Ciò viene confrontato con gli intervistati dai 40 ai 64 anni che hanno riferito di consumare in media 0.60 once di olio d'oliva al giorno, con meno del 10% che non ha dichiarato alcun consumo di olio d'oliva.
Scandali recenti nelle notizie circa l'olio extra vergine di oliva etichettato in modo errato hanno anche contribuito alla percezione generale del prodotto da parte del giovane spagnolo.

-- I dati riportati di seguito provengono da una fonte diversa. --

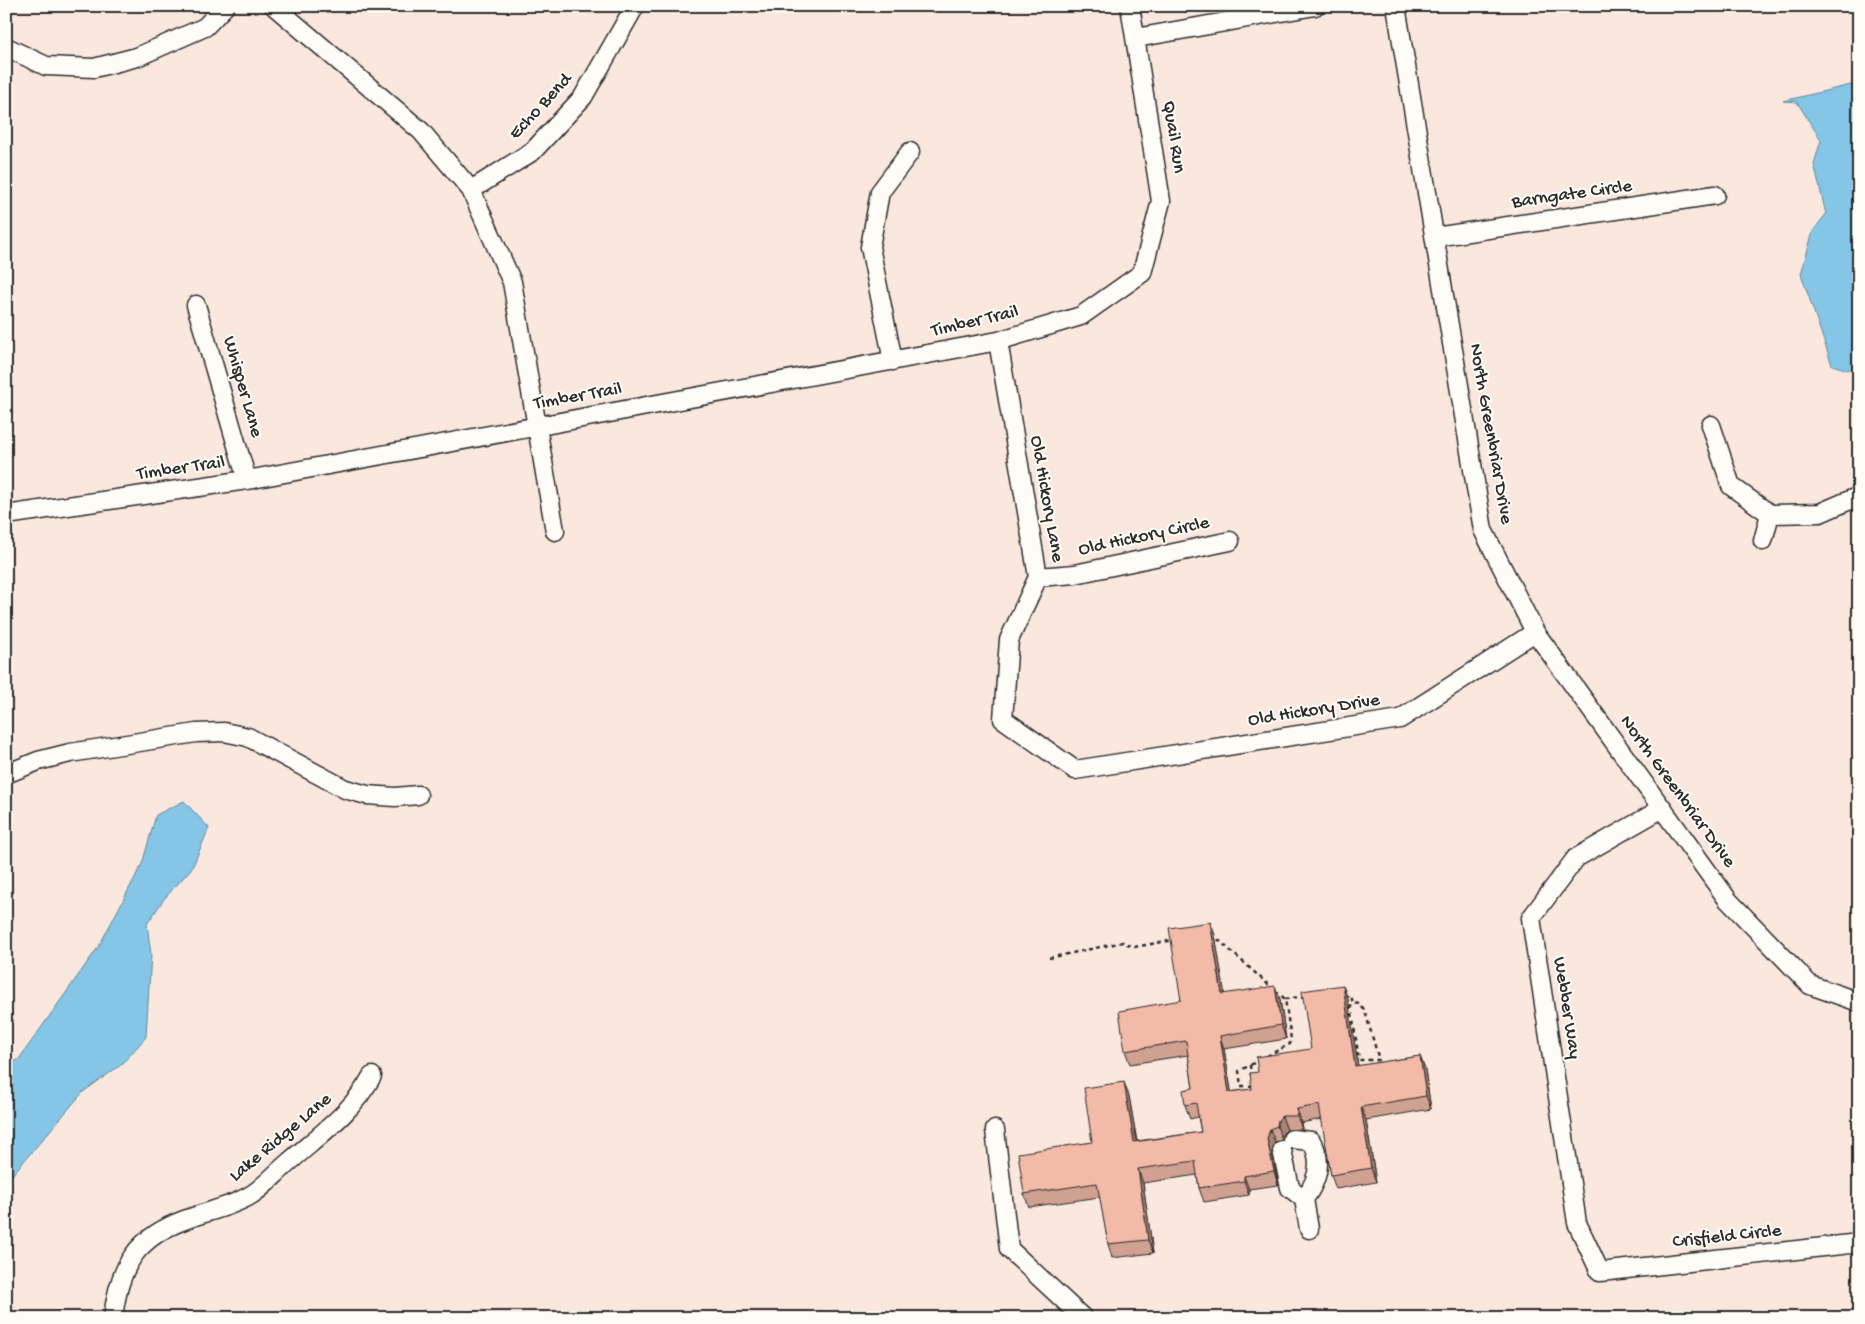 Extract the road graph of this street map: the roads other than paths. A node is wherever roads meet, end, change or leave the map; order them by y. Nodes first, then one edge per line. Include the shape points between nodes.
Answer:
1 (225, 6) edge
2 (274, 6) edge
3 (635, 6) edge
4 (1130, 6) edge
5 (1315, 6) edge
6 (1396, 6) edge
7 (1136, 38) junction
8 (6, 47) edge
9 (910, 152) dead end
10 (471, 190) junction
11 (1715, 195) dead end
12 (1435, 237) junction
13 (1142, 273) joint
14 (196, 305) dead end
15 (998, 341) junction
16 (894, 361) junction
17 (1711, 425) dead end
18 (536, 427) junction
19 (247, 480) junction
20 (1859, 496) edge
21 (1770, 514) junction
22 (6, 515) edge
23 (555, 531) dead end
24 (1230, 540) dead end
25 (1763, 541) dead end
26 (1038, 577) junction
27 (1535, 632) junction
28 (1075, 770) joint
29 (6, 774) edge
30 (418, 795) dead end
31 (1662, 808) junction
32 (1859, 1002) edge
33 (372, 1076) dead end
34 (996, 1130) dead end
35 (1304, 1199) junction
36 (1309, 1229) dead end
37 (1859, 1243) edge
38 (1600, 1272) joint
39 (113, 1318) edge
40 (1083, 1318) edge

1 - 8 street via 205,26 137,57 94,68 46,66
2 - 10 street via 421,131
3 - 10 street, Echo Bend via 583,98 533,151
4 - 7 street, Quail Run
5 - 7 street
6 - 12 street, North Greenbriar Drive
7 - 13 street, Quail Run via 1161,201
9 - 16 street via 880,192 870,247
10 - 18 street via 512,282
11 - 12 street, Barngate Circle
12 - 27 street, North Greenbriar Drive via 1483,530
13 - 15 street, Timber Trail via 1081,316
14 - 19 street, Whisper Lane
15 - 16 street, Timber Trail
15 - 26 street, Old Hickory Lane
16 - 18 street, Timber Trail
17 - 21 street via 1731,486
18 - 19 street, Timber Trail
18 - 23 street
19 - 22 street, Timber Trail
20 - 21 street via 1820,513
21 - 25 street
24 - 26 street, Old Hickory Circle via 1074,574
26 - 28 street, Old Hickory Lane via 1009,640 1003,719
27 - 28 street, Old Hickory Drive via 1400,719
27 - 31 street, North Greenbriar Drive
29 - 30 street via 70,753 196,733 224,732 248,737 344,789 367,795
31 - 32 street, North Greenbriar Drive via 1728,900 1810,985
31 - 38 street, Webber Way via 1576,858 1531,918 1577,1223
33 - 39 street, Lake Ridge Lane via 353,1105 252,1194 164,1228 144,1241 130,1259 121,1279
34 - 40 street via 1009,1250
35 - 35 street via 1315,1184 1318,1169 1311,1140 1287,1145 1290,1188
35 - 36 street
37 - 38 street, Crisfield Circle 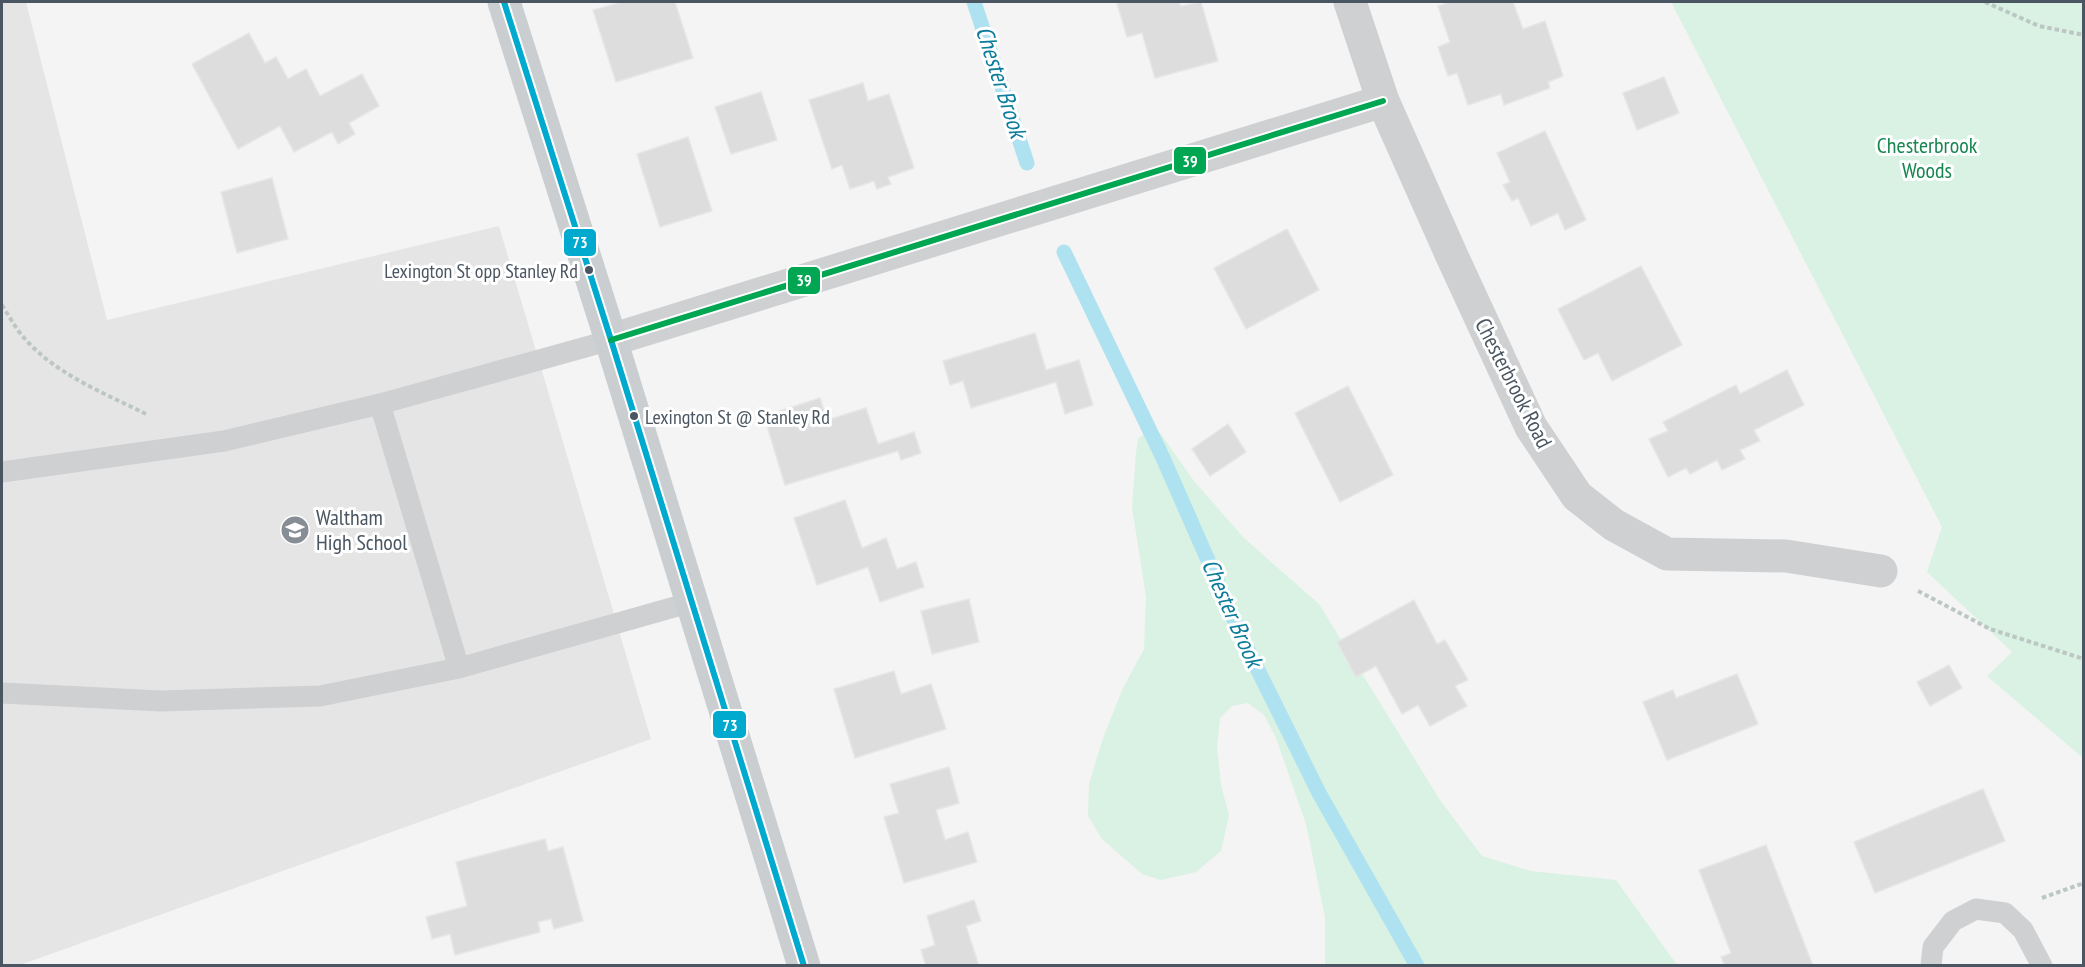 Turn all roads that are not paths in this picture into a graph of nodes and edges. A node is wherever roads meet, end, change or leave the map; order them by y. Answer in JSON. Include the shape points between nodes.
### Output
{"nodes":[{"id":1,"x":504,"y":2,"type":"edge"},
{"id":2,"x":1350,"y":2,"type":"edge"},
{"id":3,"x":1383,"y":101,"type":"junction"},
{"id":4,"x":611,"y":340,"type":"junction"},
{"id":5,"x":380,"y":404,"type":"junction"},
{"id":6,"x":2,"y":472,"type":"edge"},
{"id":7,"x":1881,"y":571,"type":"road end"},
{"id":8,"x":692,"y":602,"type":"junction"},
{"id":9,"x":459,"y":668,"type":"junction"},
{"id":10,"x":2,"y":693,"type":"edge"},
{"id":11,"x":804,"y":966,"type":"edge"},
{"id":12,"x":1931,"y":966,"type":"edge"},
{"id":13,"x":2042,"y":966,"type":"edge"}],
"edges":[{"from":1,"to":4,"type":"main road"},
{"from":2,"to":3,"type":"street","name":"Chesterbrook Road"},
{"from":3,"to":4,"type":"street"},
{"from":3,"to":7,"type":"street","name":"Chesterbrook Road","via":[[1531,427],[1577,496],[1614,525],[1667,554],[1786,556]]},
{"from":4,"to":5,"type":"lane"},
{"from":4,"to":8,"type":"main road"},
{"from":5,"to":6,"type":"lane","via":[[224,441]]},
{"from":5,"to":9,"type":"lane"},
{"from":8,"to":9,"type":"lane"},
{"from":8,"to":11,"type":"main road"},
{"from":9,"to":10,"type":"lane","via":[[320,696],[161,701]]},
{"from":12,"to":13,"type":"lane","via":[[1933,947],[1953,921],[1976,909],[2005,913],[2024,930]]}]}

Il Ministero dell'Agricoltura in Andalusia, la più grande regione di produzione di olio d'oliva in Spagna, ha recentemente esaminato gli spagnoli e ha scoperto che i giovani hanno il doppio delle probabilità di essere insoddisfatti dell'olio d'oliva che acquistano rispetto alle persone di età superiore a 50.
La relazione EAE ha concluso che per ora questo calo dei consumi non ostacolerebbe le prospettive economiche del settore. Íñigo ha citato un aumento dei consumi in nuovi mercati e scarsi raccolti in tutto il mondo dell'olio d'oliva perché le esportazioni spagnole sarebbero state forti e i produttori non dovrebbero ancora preoccuparsi.
Tuttavia, ha anche concluso che questa stessa serie di circostanze continuerebbe a far salire i prezzi dell'olio d'oliva e potrebbe continuare la tendenza al calo dei consumi della Spagna.
"Le stime per la campagna in corso indicano che, dato che praticamente solo il nostro Paese sperimenterà un aumento della sua produzione, è prevedibile che cresceranno anche le esportazioni spagnole ”, ha scritto Íñigo. "Ciò determinerà una grande forza dei prezzi, quindi non sembra possibile che si verifichi una ripresa dei consumi interni ".